[WHAT YOU HAVE TO DO]: Read through the data, and wherever a line holds the word "Lundy", write that line out.

[Saved data entries]
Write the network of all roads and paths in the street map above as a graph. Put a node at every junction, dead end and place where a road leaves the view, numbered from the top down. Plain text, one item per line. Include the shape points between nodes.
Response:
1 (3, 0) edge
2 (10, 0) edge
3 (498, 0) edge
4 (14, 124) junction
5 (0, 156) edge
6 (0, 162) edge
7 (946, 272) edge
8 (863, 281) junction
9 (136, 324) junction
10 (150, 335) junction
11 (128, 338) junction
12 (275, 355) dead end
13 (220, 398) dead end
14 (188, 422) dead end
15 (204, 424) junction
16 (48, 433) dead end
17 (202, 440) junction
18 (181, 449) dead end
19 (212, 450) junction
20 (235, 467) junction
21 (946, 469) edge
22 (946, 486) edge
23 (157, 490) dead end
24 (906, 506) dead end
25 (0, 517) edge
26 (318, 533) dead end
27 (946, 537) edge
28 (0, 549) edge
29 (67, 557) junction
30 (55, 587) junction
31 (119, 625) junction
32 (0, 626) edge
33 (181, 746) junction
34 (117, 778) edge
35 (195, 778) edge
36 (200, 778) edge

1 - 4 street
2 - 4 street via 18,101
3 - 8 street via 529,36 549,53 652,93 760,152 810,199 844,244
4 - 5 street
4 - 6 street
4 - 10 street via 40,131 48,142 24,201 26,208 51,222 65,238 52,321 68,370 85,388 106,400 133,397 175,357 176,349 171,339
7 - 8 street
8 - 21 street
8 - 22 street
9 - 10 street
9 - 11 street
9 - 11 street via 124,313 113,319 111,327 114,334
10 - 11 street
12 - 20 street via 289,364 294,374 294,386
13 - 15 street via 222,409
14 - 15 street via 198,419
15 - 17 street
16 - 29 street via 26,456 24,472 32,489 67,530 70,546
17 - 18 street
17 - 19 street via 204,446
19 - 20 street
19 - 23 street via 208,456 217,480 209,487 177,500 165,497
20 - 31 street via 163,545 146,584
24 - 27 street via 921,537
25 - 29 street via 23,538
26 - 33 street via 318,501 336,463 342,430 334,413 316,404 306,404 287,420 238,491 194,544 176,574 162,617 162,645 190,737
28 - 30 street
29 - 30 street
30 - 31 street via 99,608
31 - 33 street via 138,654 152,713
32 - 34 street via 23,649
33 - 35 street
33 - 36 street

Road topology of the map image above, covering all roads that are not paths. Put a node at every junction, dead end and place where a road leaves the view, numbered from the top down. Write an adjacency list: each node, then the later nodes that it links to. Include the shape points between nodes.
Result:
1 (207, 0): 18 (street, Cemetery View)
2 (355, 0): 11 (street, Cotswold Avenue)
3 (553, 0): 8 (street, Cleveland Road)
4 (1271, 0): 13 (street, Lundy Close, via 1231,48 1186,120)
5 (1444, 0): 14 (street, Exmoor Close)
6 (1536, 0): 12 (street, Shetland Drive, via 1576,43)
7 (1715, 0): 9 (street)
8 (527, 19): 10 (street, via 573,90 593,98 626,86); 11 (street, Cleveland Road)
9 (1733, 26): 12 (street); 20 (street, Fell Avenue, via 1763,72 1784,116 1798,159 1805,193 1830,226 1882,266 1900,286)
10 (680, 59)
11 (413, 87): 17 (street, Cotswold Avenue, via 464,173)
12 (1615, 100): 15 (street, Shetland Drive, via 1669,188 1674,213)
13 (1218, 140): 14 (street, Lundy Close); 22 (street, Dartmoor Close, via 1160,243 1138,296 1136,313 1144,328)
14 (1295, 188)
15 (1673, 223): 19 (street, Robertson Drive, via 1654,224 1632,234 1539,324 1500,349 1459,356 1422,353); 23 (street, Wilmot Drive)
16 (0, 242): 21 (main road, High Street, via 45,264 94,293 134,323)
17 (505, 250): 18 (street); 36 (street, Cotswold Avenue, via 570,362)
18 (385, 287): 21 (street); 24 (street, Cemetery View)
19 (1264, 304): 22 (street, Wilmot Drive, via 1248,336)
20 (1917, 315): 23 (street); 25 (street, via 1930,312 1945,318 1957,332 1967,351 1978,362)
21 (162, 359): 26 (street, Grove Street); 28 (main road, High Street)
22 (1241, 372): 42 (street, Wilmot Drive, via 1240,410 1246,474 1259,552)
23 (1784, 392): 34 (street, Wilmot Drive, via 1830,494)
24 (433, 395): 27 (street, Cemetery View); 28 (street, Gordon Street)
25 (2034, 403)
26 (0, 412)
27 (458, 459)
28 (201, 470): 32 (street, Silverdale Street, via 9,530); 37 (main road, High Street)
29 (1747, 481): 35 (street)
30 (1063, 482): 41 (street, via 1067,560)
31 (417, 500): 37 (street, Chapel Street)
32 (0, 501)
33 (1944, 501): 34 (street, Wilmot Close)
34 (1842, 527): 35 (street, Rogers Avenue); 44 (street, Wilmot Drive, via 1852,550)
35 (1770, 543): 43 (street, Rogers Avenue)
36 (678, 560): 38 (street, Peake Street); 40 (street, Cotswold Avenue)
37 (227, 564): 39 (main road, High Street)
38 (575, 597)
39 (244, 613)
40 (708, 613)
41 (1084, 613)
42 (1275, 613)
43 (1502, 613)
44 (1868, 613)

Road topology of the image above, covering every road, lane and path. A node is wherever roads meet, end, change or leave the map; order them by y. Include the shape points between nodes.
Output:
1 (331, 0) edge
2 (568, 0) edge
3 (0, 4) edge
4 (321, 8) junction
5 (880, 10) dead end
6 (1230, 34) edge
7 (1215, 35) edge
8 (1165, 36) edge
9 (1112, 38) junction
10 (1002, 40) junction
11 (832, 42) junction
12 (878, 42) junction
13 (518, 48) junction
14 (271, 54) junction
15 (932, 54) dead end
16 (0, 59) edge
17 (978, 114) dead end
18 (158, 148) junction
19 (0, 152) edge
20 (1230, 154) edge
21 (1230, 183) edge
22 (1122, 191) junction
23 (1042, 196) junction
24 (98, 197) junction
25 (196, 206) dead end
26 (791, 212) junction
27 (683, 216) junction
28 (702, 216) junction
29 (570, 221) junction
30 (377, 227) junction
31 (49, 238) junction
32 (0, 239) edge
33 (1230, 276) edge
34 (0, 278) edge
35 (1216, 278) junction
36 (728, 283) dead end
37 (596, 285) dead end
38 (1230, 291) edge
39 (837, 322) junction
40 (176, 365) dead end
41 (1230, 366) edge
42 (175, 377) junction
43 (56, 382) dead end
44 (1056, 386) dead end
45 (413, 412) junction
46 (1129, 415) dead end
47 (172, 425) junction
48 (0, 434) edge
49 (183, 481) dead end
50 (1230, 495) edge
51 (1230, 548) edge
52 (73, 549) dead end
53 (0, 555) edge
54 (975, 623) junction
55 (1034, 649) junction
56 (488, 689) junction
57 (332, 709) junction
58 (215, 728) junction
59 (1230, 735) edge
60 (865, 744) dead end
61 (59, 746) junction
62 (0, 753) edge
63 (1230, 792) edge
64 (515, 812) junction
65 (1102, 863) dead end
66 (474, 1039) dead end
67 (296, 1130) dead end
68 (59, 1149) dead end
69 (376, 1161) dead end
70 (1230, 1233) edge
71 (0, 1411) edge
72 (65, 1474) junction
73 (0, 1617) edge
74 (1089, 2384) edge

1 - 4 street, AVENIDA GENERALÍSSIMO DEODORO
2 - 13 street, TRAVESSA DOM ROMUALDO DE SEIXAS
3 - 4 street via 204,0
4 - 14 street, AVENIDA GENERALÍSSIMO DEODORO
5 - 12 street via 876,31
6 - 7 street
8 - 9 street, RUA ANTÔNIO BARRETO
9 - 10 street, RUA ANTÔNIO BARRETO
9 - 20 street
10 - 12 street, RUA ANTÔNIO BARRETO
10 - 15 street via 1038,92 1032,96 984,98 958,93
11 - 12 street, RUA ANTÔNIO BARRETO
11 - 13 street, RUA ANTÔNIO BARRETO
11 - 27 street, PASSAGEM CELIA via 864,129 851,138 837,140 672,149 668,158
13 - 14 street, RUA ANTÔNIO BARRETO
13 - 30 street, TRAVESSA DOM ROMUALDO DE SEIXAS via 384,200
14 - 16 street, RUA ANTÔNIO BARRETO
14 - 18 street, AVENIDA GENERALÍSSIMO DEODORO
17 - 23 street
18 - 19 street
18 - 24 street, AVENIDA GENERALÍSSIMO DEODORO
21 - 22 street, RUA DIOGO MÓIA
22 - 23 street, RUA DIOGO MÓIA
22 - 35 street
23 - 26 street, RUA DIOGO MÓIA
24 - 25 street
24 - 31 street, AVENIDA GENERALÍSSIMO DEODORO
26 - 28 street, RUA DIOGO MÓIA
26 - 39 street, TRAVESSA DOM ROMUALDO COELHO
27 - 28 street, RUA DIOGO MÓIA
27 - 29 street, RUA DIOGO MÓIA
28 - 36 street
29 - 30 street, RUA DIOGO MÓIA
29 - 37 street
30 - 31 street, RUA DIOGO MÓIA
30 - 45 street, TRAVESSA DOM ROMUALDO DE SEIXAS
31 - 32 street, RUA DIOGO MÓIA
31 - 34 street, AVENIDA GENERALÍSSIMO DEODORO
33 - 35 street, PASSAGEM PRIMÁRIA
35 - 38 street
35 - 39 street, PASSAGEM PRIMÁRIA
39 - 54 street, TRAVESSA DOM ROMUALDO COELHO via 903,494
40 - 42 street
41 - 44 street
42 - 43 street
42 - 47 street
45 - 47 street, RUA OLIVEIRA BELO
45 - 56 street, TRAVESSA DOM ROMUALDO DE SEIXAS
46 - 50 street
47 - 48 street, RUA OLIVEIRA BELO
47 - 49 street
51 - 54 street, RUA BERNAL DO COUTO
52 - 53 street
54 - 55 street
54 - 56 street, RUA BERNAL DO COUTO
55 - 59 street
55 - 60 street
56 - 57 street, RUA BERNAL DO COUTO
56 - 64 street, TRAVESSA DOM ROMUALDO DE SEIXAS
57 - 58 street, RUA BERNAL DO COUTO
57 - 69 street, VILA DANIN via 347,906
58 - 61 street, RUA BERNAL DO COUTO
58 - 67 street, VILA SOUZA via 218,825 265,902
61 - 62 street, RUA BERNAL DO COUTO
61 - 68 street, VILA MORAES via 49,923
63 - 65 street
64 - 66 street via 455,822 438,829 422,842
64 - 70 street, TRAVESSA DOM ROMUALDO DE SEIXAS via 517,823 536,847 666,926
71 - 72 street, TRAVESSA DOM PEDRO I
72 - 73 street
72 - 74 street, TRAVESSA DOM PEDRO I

[ANSWER SPACE]:
4 (1271, 0): 13 (street, Lundy Close, via 1231,48 1186,120)
13 (1218, 140): 14 (street, Lundy Close); 22 (street, Dartmoor Close, via 1160,243 1138,296 1136,313 1144,328)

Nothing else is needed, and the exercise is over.